Directions for this task:
The data below should be duplicated in full, unchanged.

[Start of section]

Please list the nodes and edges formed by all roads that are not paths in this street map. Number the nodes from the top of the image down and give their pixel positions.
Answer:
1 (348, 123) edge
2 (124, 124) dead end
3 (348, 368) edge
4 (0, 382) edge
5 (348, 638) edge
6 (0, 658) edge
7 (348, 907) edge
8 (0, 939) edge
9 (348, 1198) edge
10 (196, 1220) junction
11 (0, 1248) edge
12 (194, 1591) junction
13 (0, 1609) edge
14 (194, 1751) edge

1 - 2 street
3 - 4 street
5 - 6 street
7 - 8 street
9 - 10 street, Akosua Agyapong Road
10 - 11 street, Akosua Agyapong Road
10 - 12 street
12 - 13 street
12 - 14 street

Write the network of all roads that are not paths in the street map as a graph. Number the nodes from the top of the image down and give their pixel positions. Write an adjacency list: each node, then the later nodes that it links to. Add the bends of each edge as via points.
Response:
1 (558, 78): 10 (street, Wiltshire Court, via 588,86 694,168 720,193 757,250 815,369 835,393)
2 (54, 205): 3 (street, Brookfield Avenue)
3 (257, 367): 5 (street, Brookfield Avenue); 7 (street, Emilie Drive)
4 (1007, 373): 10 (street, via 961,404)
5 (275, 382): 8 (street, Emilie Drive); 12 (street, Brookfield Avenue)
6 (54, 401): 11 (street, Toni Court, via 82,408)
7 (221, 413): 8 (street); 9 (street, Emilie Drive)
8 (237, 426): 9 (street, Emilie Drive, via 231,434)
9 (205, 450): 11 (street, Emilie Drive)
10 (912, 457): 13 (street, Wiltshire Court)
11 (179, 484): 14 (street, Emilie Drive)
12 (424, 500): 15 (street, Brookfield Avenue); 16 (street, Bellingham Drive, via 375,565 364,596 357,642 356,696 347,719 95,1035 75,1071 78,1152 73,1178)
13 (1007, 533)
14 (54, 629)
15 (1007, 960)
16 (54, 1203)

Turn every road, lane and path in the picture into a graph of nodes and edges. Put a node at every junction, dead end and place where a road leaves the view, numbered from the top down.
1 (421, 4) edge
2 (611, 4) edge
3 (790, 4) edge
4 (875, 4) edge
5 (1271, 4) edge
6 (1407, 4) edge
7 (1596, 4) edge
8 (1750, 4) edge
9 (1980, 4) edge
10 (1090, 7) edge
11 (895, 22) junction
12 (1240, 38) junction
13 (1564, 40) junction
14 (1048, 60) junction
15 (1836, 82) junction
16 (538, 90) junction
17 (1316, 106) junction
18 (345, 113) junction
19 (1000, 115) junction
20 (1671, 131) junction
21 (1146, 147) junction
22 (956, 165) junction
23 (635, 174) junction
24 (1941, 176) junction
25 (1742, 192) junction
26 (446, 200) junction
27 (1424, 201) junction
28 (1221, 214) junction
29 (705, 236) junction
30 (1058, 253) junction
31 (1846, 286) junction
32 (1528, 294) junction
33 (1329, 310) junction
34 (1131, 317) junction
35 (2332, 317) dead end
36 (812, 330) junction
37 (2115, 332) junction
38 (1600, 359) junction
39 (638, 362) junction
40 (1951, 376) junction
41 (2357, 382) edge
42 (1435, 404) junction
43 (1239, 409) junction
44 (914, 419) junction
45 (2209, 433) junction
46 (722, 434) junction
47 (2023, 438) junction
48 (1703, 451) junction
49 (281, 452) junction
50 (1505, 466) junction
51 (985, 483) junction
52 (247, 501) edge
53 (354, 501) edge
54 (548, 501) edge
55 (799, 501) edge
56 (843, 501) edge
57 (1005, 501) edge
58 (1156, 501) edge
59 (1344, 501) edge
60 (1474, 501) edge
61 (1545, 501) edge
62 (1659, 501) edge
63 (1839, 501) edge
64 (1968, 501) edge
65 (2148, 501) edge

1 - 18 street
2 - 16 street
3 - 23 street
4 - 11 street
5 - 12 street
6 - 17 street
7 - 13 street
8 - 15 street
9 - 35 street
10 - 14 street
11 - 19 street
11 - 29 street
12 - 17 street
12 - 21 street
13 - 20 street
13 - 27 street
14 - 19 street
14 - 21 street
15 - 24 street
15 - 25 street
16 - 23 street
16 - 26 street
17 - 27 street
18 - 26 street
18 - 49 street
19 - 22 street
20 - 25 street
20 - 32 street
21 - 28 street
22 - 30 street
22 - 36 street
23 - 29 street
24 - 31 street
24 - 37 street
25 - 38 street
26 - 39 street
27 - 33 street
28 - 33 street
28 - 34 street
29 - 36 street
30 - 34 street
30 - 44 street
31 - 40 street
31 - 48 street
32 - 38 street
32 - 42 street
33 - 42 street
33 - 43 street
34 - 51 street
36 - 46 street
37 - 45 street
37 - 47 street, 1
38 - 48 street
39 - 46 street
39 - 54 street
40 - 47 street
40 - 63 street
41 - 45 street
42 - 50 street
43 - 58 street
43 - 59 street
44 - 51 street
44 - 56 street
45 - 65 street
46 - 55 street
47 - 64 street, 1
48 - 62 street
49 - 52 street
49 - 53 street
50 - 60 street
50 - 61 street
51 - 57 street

[End of section]

Expected output:
Please list the nodes and edges formed by all roads that are not paths in this street map. Number the nodes from the top of the image down and give their pixel positions.
Answer:
1 (348, 123) edge
2 (124, 124) dead end
3 (348, 368) edge
4 (0, 382) edge
5 (348, 638) edge
6 (0, 658) edge
7 (348, 907) edge
8 (0, 939) edge
9 (348, 1198) edge
10 (196, 1220) junction
11 (0, 1248) edge
12 (194, 1591) junction
13 (0, 1609) edge
14 (194, 1751) edge

1 - 2 street
3 - 4 street
5 - 6 street
7 - 8 street
9 - 10 street, Akosua Agyapong Road
10 - 11 street, Akosua Agyapong Road
10 - 12 street
12 - 13 street
12 - 14 street

Write the network of all roads that are not paths in the street map as a graph. Number the nodes from the top of the image down and give their pixel positions. Write an adjacency list: each node, then the later nodes that it links to. Add the bends of each edge as via points.
Response:
1 (558, 78): 10 (street, Wiltshire Court, via 588,86 694,168 720,193 757,250 815,369 835,393)
2 (54, 205): 3 (street, Brookfield Avenue)
3 (257, 367): 5 (street, Brookfield Avenue); 7 (street, Emilie Drive)
4 (1007, 373): 10 (street, via 961,404)
5 (275, 382): 8 (street, Emilie Drive); 12 (street, Brookfield Avenue)
6 (54, 401): 11 (street, Toni Court, via 82,408)
7 (221, 413): 8 (street); 9 (street, Emilie Drive)
8 (237, 426): 9 (street, Emilie Drive, via 231,434)
9 (205, 450): 11 (street, Emilie Drive)
10 (912, 457): 13 (street, Wiltshire Court)
11 (179, 484): 14 (street, Emilie Drive)
12 (424, 500): 15 (street, Brookfield Avenue); 16 (street, Bellingham Drive, via 375,565 364,596 357,642 356,696 347,719 95,1035 75,1071 78,1152 73,1178)
13 (1007, 533)
14 (54, 629)
15 (1007, 960)
16 (54, 1203)

Turn every road, lane and path in the picture into a graph of nodes and edges. Put a node at every junction, dead end and place where a road leaves the view, numbered from the top down.
1 (421, 4) edge
2 (611, 4) edge
3 (790, 4) edge
4 (875, 4) edge
5 (1271, 4) edge
6 (1407, 4) edge
7 (1596, 4) edge
8 (1750, 4) edge
9 (1980, 4) edge
10 (1090, 7) edge
11 (895, 22) junction
12 (1240, 38) junction
13 (1564, 40) junction
14 (1048, 60) junction
15 (1836, 82) junction
16 (538, 90) junction
17 (1316, 106) junction
18 (345, 113) junction
19 (1000, 115) junction
20 (1671, 131) junction
21 (1146, 147) junction
22 (956, 165) junction
23 (635, 174) junction
24 (1941, 176) junction
25 (1742, 192) junction
26 (446, 200) junction
27 (1424, 201) junction
28 (1221, 214) junction
29 (705, 236) junction
30 (1058, 253) junction
31 (1846, 286) junction
32 (1528, 294) junction
33 (1329, 310) junction
34 (1131, 317) junction
35 (2332, 317) dead end
36 (812, 330) junction
37 (2115, 332) junction
38 (1600, 359) junction
39 (638, 362) junction
40 (1951, 376) junction
41 (2357, 382) edge
42 (1435, 404) junction
43 (1239, 409) junction
44 (914, 419) junction
45 (2209, 433) junction
46 (722, 434) junction
47 (2023, 438) junction
48 (1703, 451) junction
49 (281, 452) junction
50 (1505, 466) junction
51 (985, 483) junction
52 (247, 501) edge
53 (354, 501) edge
54 (548, 501) edge
55 (799, 501) edge
56 (843, 501) edge
57 (1005, 501) edge
58 (1156, 501) edge
59 (1344, 501) edge
60 (1474, 501) edge
61 (1545, 501) edge
62 (1659, 501) edge
63 (1839, 501) edge
64 (1968, 501) edge
65 (2148, 501) edge

1 - 18 street
2 - 16 street
3 - 23 street
4 - 11 street
5 - 12 street
6 - 17 street
7 - 13 street
8 - 15 street
9 - 35 street
10 - 14 street
11 - 19 street
11 - 29 street
12 - 17 street
12 - 21 street
13 - 20 street
13 - 27 street
14 - 19 street
14 - 21 street
15 - 24 street
15 - 25 street
16 - 23 street
16 - 26 street
17 - 27 street
18 - 26 street
18 - 49 street
19 - 22 street
20 - 25 street
20 - 32 street
21 - 28 street
22 - 30 street
22 - 36 street
23 - 29 street
24 - 31 street
24 - 37 street
25 - 38 street
26 - 39 street
27 - 33 street
28 - 33 street
28 - 34 street
29 - 36 street
30 - 34 street
30 - 44 street
31 - 40 street
31 - 48 street
32 - 38 street
32 - 42 street
33 - 42 street
33 - 43 street
34 - 51 street
36 - 46 street
37 - 45 street
37 - 47 street, 1
38 - 48 street
39 - 46 street
39 - 54 street
40 - 47 street
40 - 63 street
41 - 45 street
42 - 50 street
43 - 58 street
43 - 59 street
44 - 51 street
44 - 56 street
45 - 65 street
46 - 55 street
47 - 64 street, 1
48 - 62 street
49 - 52 street
49 - 53 street
50 - 60 street
50 - 61 street
51 - 57 street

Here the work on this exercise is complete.